Silver’s running MCMC-simulations of election outcomes using probability distributions inferred from the confidence intervals (Bayesian posterior distributions, natch) he gets from executing a panel of linear regressions. That seems different from what most reporters are doing, at any time, ever–“

I’m not very good at answering questions like this. Usually I work by assuming that an answer is true, hypothetically and then guessing what might happen. 

So let’s say I’m a reporter. I’m giving an assignment to write about an event (maybe a natural disaster hitting a major city) only I don’t have the budget to actually go the the city. And I need to write the report within hours of the event. All my “sources” (data) are going to come from hundreds of thousands of twitter posts that are being produced by people who are there.

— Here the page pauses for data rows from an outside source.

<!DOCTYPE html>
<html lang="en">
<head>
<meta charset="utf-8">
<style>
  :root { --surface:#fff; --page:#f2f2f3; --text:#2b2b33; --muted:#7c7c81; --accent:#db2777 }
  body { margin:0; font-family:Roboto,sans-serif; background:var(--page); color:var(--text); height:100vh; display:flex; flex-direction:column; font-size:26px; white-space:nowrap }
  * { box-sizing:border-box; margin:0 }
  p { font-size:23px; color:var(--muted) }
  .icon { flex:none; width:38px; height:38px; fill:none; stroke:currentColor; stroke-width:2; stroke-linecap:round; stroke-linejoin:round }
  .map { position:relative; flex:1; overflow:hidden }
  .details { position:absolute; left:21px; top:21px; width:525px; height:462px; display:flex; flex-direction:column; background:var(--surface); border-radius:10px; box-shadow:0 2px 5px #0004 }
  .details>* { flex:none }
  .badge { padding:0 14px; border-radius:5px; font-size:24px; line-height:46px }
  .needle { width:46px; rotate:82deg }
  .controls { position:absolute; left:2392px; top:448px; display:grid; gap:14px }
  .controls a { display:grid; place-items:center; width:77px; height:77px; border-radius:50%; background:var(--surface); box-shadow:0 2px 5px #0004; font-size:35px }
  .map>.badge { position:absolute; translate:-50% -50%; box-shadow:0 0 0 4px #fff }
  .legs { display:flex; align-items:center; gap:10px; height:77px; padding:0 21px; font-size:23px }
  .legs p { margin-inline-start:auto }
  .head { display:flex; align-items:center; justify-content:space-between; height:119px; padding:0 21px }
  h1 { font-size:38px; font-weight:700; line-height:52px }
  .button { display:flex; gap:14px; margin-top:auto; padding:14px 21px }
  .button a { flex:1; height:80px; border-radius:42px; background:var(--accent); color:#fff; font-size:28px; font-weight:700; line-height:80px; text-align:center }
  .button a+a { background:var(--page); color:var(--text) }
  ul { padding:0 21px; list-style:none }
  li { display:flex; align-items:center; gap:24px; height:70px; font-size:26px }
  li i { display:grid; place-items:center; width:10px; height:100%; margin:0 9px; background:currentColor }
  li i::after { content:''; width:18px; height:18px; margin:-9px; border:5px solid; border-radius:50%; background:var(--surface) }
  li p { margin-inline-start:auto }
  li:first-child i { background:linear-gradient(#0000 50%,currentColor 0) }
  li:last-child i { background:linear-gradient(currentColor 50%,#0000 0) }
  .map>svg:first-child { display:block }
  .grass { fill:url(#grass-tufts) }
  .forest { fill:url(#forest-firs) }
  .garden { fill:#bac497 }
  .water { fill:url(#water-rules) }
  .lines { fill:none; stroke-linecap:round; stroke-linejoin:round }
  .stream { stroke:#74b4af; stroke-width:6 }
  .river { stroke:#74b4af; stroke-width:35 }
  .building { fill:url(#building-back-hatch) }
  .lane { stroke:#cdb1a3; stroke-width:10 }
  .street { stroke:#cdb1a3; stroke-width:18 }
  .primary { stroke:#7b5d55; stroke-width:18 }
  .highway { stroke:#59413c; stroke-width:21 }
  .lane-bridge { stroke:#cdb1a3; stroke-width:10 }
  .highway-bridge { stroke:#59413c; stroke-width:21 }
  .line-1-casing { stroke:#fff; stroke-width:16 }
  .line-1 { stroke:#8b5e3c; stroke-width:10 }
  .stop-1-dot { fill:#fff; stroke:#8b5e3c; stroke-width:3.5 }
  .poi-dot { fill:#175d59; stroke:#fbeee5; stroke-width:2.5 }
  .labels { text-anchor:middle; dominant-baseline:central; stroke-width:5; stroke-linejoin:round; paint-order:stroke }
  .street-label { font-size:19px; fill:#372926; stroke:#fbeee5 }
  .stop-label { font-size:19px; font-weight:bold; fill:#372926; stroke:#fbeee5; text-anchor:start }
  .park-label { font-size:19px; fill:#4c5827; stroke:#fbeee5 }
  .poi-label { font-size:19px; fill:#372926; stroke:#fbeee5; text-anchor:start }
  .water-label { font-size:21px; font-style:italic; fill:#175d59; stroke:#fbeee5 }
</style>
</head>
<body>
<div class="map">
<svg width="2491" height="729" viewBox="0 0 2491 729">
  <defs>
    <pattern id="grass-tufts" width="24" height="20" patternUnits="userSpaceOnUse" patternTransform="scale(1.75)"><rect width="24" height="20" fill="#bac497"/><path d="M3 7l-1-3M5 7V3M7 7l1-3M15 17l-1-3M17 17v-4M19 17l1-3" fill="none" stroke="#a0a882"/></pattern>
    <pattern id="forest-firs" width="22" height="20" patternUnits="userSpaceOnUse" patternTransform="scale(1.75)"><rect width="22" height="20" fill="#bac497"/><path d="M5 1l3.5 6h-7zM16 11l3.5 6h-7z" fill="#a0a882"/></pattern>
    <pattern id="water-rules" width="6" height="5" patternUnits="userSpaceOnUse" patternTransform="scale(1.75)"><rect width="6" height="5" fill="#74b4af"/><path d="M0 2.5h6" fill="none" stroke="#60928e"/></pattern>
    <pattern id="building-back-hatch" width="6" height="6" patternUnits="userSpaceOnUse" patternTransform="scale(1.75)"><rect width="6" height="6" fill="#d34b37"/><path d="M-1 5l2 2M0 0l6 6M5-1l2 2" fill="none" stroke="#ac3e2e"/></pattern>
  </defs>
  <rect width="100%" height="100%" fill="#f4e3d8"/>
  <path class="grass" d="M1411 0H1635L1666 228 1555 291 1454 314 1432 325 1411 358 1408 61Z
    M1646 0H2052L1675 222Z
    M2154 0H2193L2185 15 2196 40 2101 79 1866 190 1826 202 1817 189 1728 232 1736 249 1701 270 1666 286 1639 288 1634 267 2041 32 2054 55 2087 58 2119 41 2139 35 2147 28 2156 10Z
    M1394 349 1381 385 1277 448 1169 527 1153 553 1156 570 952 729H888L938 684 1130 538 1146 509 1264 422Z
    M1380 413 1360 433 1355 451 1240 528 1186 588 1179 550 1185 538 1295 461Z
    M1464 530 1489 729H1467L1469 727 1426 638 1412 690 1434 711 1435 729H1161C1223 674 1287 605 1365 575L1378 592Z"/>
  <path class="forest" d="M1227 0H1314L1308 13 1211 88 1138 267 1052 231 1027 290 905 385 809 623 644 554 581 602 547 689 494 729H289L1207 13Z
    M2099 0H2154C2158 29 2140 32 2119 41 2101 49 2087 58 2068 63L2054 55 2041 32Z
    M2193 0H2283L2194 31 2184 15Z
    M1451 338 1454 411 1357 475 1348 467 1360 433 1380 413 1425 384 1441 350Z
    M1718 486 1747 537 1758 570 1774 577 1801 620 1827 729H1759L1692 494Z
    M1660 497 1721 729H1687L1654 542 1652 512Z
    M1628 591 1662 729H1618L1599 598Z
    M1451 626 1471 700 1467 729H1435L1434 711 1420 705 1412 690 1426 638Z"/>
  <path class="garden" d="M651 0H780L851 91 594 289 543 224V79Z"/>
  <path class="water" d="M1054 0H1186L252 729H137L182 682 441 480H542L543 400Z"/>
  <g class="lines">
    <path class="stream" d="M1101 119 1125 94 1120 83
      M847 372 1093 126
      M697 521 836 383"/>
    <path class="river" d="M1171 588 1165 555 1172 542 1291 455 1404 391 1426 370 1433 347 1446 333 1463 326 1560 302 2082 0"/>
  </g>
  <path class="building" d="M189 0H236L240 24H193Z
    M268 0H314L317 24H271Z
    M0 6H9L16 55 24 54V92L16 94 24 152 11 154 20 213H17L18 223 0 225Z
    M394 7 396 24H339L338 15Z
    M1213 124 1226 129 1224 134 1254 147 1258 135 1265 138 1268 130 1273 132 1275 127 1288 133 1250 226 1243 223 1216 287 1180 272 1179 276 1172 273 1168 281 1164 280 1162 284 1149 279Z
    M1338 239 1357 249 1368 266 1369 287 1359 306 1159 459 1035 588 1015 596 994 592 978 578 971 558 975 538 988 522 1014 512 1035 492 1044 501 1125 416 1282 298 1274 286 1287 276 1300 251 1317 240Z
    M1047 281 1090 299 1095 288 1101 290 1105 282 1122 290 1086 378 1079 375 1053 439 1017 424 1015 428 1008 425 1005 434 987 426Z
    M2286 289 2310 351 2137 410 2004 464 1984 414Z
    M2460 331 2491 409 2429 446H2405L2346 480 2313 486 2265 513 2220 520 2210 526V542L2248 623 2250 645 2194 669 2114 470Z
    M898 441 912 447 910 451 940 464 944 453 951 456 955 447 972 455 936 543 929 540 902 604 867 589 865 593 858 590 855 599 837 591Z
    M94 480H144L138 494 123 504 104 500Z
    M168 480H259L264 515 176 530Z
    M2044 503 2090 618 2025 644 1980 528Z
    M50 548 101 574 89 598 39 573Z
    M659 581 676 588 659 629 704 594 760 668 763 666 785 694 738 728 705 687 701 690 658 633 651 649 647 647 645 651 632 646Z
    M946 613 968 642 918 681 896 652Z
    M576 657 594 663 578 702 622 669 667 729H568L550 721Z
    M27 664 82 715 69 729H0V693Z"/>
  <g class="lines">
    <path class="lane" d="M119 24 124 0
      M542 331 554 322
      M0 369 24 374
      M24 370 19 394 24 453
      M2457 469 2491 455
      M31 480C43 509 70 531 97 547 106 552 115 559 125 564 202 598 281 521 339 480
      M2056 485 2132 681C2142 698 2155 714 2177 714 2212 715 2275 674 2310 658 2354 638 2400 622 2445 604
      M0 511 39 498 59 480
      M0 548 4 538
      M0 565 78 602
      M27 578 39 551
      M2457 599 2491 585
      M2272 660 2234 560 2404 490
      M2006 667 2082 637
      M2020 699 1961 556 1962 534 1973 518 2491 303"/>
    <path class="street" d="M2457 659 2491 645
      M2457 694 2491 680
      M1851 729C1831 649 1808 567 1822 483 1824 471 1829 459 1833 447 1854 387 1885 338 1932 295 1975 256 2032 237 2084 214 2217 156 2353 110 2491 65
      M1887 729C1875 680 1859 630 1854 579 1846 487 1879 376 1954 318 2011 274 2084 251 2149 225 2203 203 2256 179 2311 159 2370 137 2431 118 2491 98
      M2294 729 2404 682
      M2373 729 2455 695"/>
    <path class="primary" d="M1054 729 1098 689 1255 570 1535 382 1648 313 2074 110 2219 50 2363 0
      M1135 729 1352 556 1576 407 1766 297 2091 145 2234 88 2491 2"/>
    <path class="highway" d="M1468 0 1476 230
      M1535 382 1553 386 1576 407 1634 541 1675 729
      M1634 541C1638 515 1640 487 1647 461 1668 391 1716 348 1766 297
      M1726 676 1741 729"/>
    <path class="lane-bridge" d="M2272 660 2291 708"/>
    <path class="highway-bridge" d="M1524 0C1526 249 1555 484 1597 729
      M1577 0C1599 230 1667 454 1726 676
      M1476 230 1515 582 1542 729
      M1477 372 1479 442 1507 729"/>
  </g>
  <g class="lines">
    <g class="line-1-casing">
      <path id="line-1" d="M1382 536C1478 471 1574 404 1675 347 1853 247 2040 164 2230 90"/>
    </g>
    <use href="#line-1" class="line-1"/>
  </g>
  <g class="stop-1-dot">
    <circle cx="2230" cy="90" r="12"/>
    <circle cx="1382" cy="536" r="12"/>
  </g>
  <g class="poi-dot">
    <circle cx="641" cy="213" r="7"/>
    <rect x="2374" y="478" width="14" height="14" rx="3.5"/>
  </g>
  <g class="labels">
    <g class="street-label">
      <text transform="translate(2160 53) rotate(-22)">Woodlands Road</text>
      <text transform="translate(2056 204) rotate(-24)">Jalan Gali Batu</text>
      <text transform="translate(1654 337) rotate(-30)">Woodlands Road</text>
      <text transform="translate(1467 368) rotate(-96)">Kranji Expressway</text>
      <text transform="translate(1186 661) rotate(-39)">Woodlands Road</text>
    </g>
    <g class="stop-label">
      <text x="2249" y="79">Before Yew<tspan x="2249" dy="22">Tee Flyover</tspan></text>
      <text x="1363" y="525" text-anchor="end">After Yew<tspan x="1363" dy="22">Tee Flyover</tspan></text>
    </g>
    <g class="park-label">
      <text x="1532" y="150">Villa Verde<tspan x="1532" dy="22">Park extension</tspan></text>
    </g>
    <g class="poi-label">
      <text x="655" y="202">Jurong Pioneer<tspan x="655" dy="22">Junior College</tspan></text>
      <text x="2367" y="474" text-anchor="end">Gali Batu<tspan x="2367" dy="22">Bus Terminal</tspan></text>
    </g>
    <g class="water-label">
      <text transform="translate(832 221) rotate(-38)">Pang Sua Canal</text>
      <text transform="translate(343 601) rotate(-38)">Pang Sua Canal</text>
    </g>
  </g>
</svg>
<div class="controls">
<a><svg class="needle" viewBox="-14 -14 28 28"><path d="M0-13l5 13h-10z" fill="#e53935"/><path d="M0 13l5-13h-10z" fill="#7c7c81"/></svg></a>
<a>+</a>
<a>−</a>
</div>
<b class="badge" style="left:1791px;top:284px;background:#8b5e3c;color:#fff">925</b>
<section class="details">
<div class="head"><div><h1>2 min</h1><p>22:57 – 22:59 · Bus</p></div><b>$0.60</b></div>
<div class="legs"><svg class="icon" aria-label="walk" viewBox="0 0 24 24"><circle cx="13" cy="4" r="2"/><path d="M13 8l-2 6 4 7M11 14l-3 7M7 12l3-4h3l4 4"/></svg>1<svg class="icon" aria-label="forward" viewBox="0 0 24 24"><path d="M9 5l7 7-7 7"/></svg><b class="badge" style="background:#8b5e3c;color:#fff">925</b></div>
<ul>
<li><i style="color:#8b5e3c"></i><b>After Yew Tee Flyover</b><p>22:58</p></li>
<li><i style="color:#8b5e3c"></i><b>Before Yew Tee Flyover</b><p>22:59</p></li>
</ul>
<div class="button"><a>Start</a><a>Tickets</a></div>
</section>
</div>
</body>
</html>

I really could use some computational tools that can help me sort through which twitter posts I should read. Which contain relevant information. Suggested organizations/chronologies for events. Help finding “most interesting” quotes. I need to do this very quickly so I can write a canonical version of what happened with poignant bits culled out, maybe even styled for the particular readership of the publication I’m working for.

A reporter’s software helper can do a lot of scraping and gathering, that’s not hard. But what it needs to do is generate a networked map of all the conversations, condensing like a cloud, around the event. And the representation needs to be structured in such a way that it can be built extremely quickly and help answer some basic but ambiguous questions… like “What happened when?”

What if more reporters were armed with better software? I wonder what the news would be like.